The "special Flash updater" detects if the user has Flash installed and is out of date, and only if so, it points them to Adobe's website to download the latest version. This is likely to happen for all widely used plugins. Flash is the first because it's so widely installed. More details here: http://blog.mozilla.com/security/2009/09/04/helping-users-ke...

It's pretty easy to find this all out with a search engine, so I'm beginning to wonder if your "slightly incorrect" claims are deliberate misrepresentations. I'd question your agenda, but honestly I don't care. The facts are available for anybody with a search engine handy.

1 comments

Sure it's theoretically generic, but is there a single other plugin available through Mozilla's PFS server as an xpi? They have records for the other standard plugins, but those all use native installers. I can't find a dump of their database, and it looks like there's no way to enumerate it through the API.

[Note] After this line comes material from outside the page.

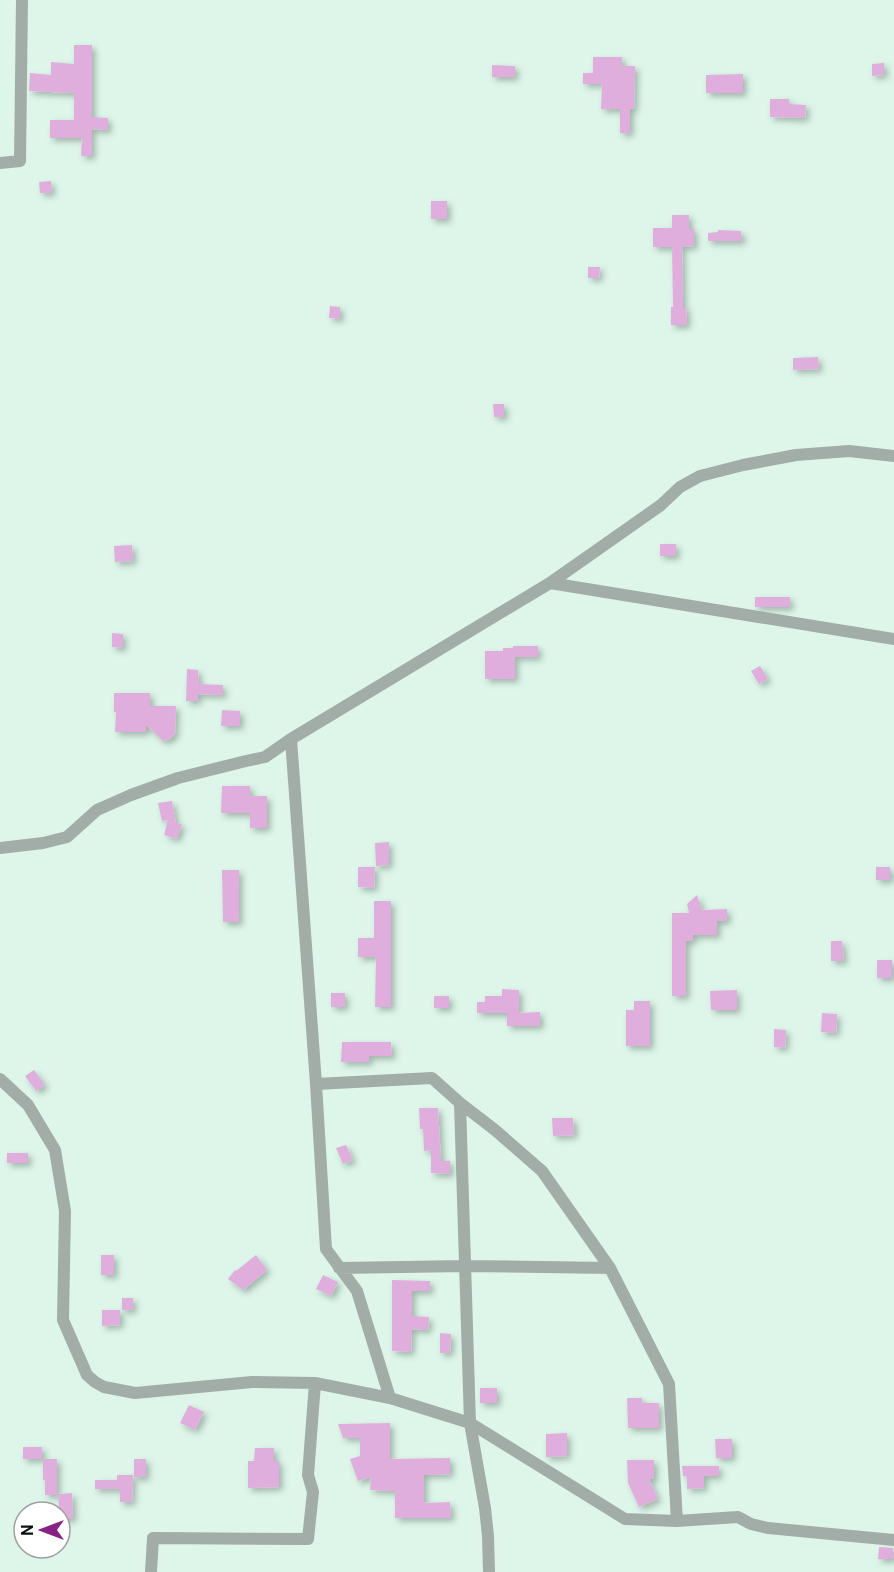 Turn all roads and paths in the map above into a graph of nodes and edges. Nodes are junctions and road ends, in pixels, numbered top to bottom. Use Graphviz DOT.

Gnash and swfdec are available via Debian and Ubuntu's independent PFS servers as an xpi in their Mozilla forks, but not through Mozilla normally since I don't think their UI will present multiple options for one set of <embed> attributes.

The feature exists solely because Flash doesn't ship in the default installs of Windows (or in OEM installs in NPAPI form), or any of the Linux distros (just OS X).

Mozilla are collaborators: they don't have the moral high ground here.